Nightshade: Artists’ Weapon Against Image-Generating AI Theft!

TLDR:

  • Computer scientists at the University of Chicago have developed a tool called Nightshade that can “poison” digital artwork to prevent image-generating AI models from engaging in intellectual property theft.
  • Nightshade is part of the Glaze Project, a project led by professor Ben Zhao, which aims to alter how AI training algorithms perceive the style and content of digital artwork.

A group of computer scientists from the University of Chicago has developed a new tool called Nightshade, which aims to protect digital artwork from theft by corrupting image-generating AI models. Nightshade is part of the Glaze Project, led by professor Ben Zhao, which focuses on altering how AI training algorithms perceive the style and content of digital artwork. This tool is meant to “poison” digital artwork, making it detrimental for training image-generating AI models that engage in intellectual property theft, such as DALL-E, Midjourney, and Stable Diffusion.

Nightshade is built using the open-source machine learning framework Pytorch and tags images at the pixel level. While the tags are not obvious to humans viewing the images, AI models see them differently and are adversely affected in their training process. The Glaze Project also developed another tool called Glaze, which convinces AI training models that they are seeing a different artistic style than what a human would see. For example, Glaze can make an AI model think a “glazed” charcoal drawing is actually an oil painting.

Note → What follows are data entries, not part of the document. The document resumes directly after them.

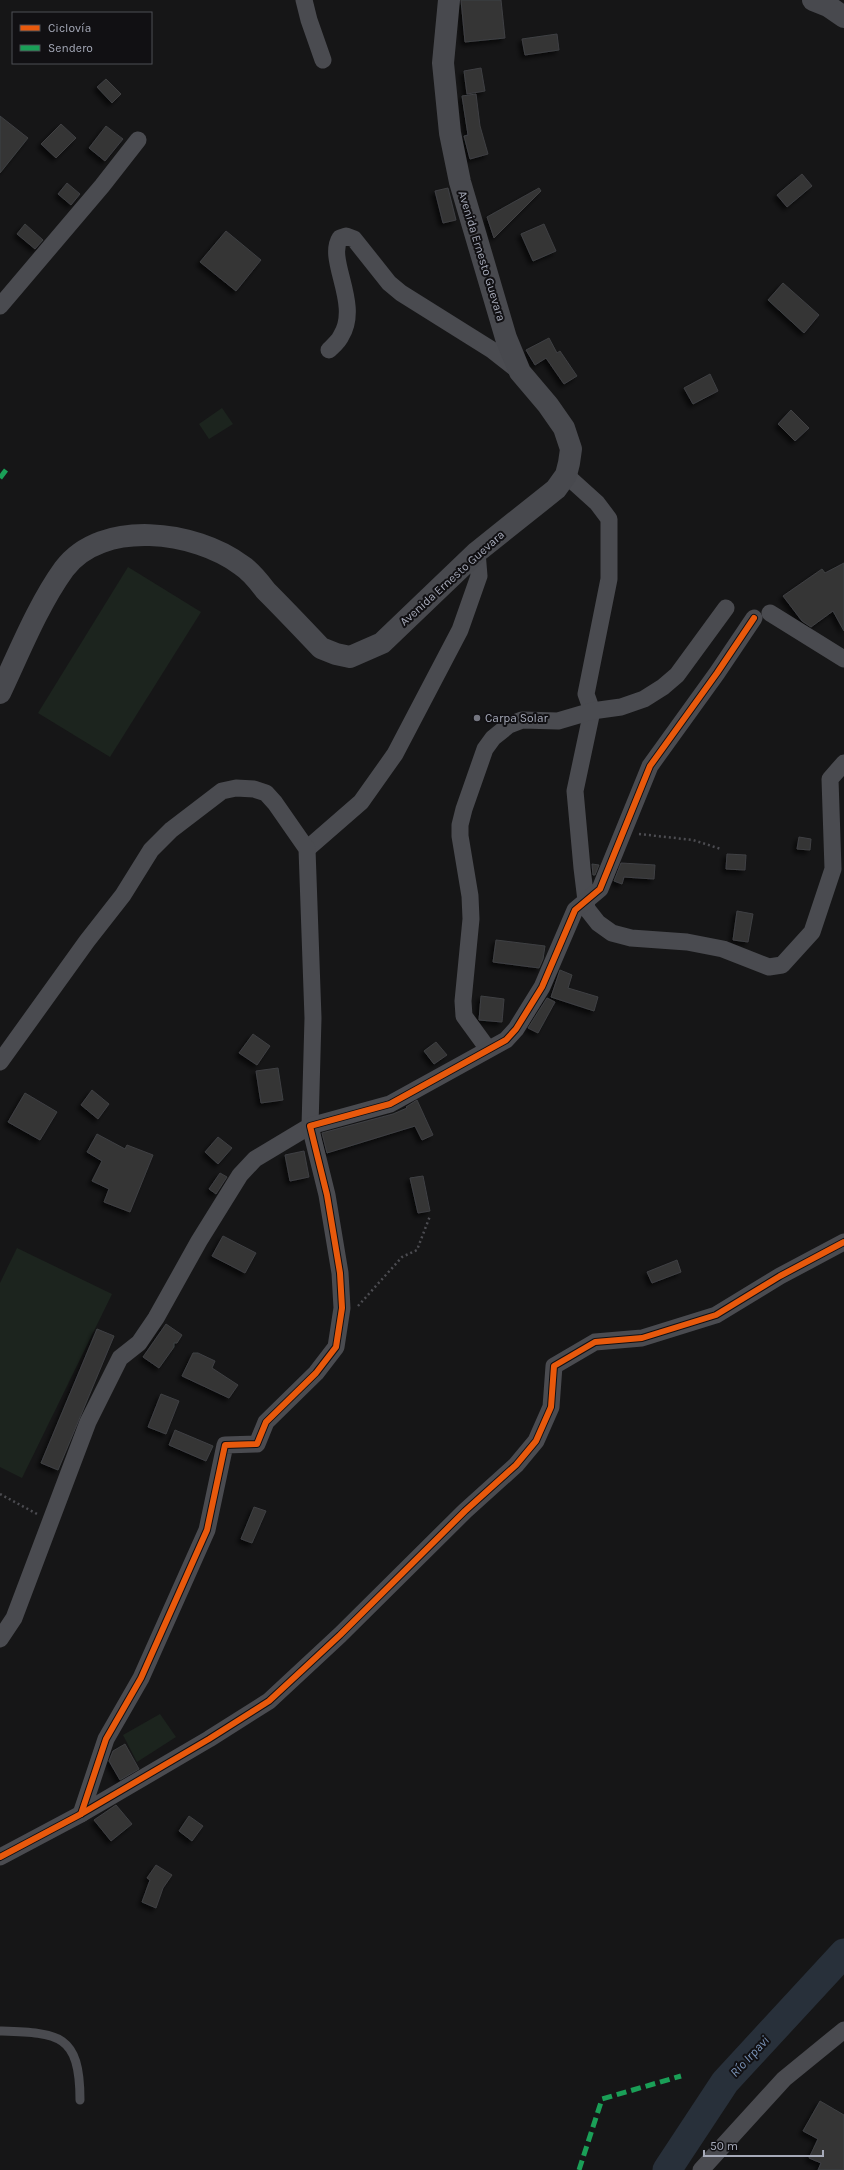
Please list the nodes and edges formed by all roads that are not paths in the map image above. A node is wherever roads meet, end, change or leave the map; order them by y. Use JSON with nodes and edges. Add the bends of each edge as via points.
{"nodes":[{"id":1,"x":304,"y":0,"type":"edge"},
{"id":2,"x":449,"y":0,"type":"edge"},
{"id":3,"x":813,"y":0,"type":"edge"},
{"id":4,"x":844,"y":17,"type":"edge"},
{"id":5,"x":323,"y":60,"type":"dead end"},
{"id":6,"x":138,"y":140,"type":"dead end"},
{"id":7,"x":0,"y":306,"type":"edge"},
{"id":8,"x":329,"y":350,"type":"dead end"},
{"id":9,"x":520,"y":372,"type":"junction"},
{"id":10,"x":566,"y":475,"type":"junction"},
{"id":11,"x":477,"y":552,"type":"junction"},
{"id":12,"x":726,"y":608,"type":"dead end"},
{"id":13,"x":844,"y":659,"type":"edge"},
{"id":14,"x":0,"y":692,"type":"edge"},
{"id":15,"x":592,"y":711,"type":"junction"},
{"id":16,"x":844,"y":763,"type":"edge"},
{"id":17,"x":307,"y":849,"type":"junction"},
{"id":18,"x":586,"y":899,"type":"junction"},
{"id":19,"x":488,"y":1050,"type":"junction"},
{"id":20,"x":0,"y":1062,"type":"edge"},
{"id":21,"x":310,"y":1126,"type":"junction"},
{"id":22,"x":844,"y":1242,"type":"edge"},
{"id":23,"x":0,"y":1639,"type":"edge"},
{"id":24,"x":81,"y":1814,"type":"junction"},
{"id":25,"x":0,"y":1857,"type":"edge"},
{"id":26,"x":844,"y":2030,"type":"edge"},
{"id":27,"x":0,"y":2031,"type":"edge"},
{"id":28,"x":80,"y":2100,"type":"dead end"},
{"id":29,"x":707,"y":2169,"type":"edge"}],
"edges":[{"from":1,"to":5,"type":"street","via":[[308,20]]},
{"from":2,"to":9,"type":"main road","name":"Avenida Ernesto Guevara","via":[[443,63],[450,133],[472,224],[506,338]]},
{"from":3,"to":4,"type":"main road"},
{"from":6,"to":7,"type":"street"},
{"from":8,"to":9,"type":"street","via":[[341,337],[347,323],[347,298],[336,247],[340,238],[346,236],[354,239],[389,283],[401,293],[492,350]]},
{"from":9,"to":10,"type":"main road","name":"Avenida Ernesto Guevara","via":[[564,428],[571,449]]},
{"from":10,"to":11,"type":"main road","name":"Avenida Ernesto Guevara","via":[[556,489]]},
{"from":10,"to":15,"type":"street","via":[[597,503],[609,519],[609,579],[586,694]]},
{"from":11,"to":14,"type":"main road","name":"Avenida Ernesto Guevara","via":[[382,643],[350,657],[321,648],[242,565],[222,553],[188,540],[153,535],[128,535],[100,542],[78,555],[64,569],[40,610]]},
{"from":11,"to":17,"type":"street","via":[[479,576],[460,630],[395,754],[361,802]]},
{"from":12,"to":15,"type":"street","via":[[677,675],[663,687],[644,699],[621,707]]},
{"from":13,"to":18,"type":"street","via":[[762,615],[650,766],[600,888]]},
{"from":15,"to":18,"type":"street","via":[[576,791]]},
{"from":15,"to":19,"type":"street","via":[[558,720],[522,720],[509,725],[493,738],[485,749],[464,809],[460,836],[470,896],[471,919],[462,1001],[464,1016]]},
{"from":16,"to":18,"type":"street","via":[[830,779],[833,868],[812,932],[782,965],[769,967],[723,949],[687,942],[631,938],[612,933],[598,923],[588,909]]},
{"from":17,"to":20,"type":"street","via":[[282,811],[266,793],[236,788],[222,791],[171,830],[151,850],[123,895]]},
{"from":17,"to":21,"type":"street","via":[[313,1018]]},
{"from":18,"to":19,"type":"street","via":[[575,910],[542,987],[516,1029],[506,1040]]},
{"from":19,"to":21,"type":"street","via":[[390,1104]]},
{"from":21,"to":23,"type":"street","via":[[254,1159],[240,1175],[156,1318],[139,1343],[120,1358],[88,1422],[14,1618]]},
{"from":21,"to":24,"type":"street","via":[[327,1195],[340,1273],[342,1308],[336,1347],[316,1373],[266,1422],[257,1444],[225,1445],[207,1530],[141,1678],[106,1739]]},
{"from":22,"to":24,"type":"street","via":[[780,1276],[716,1315],[642,1338],[595,1342],[554,1366],[551,1407],[536,1441],[516,1465],[465,1511],[340,1635],[269,1701]]},
{"from":24,"to":25,"type":"street"},
{"from":26,"to":29,"type":"street","via":[[784,2079]]},
{"from":27,"to":28,"type":"lane","via":[[44,2033],[63,2041],[73,2054],[80,2074]]}]}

However, Nightshade goes a step further and convinces AI models that the content of an image is something different than what a human would see. This means that an AI model could be trained to interpret a picture of a cat as a picture of a dog. When a user inputs a text prompt requesting a picture of a cat, the AI model would instead generate an image of a dog.

The Glaze and Nightshade tools add some noise and distortion to digital images, but the level of distortion can be adjusted by the user. The Glaze Project is not against AI, and the tools have been developed to create an ecosystem where users of image-generating programs would need approval from rightsholders to access unaltered training images.

According to professor Ben Zhao, the primary goals of the Glaze Project are not profit, but rather to discover and learn new things through research and make a positive impact on the world. The Nightshade tool is part of their efforts to combat intellectual property theft in the AI and digital art landscape.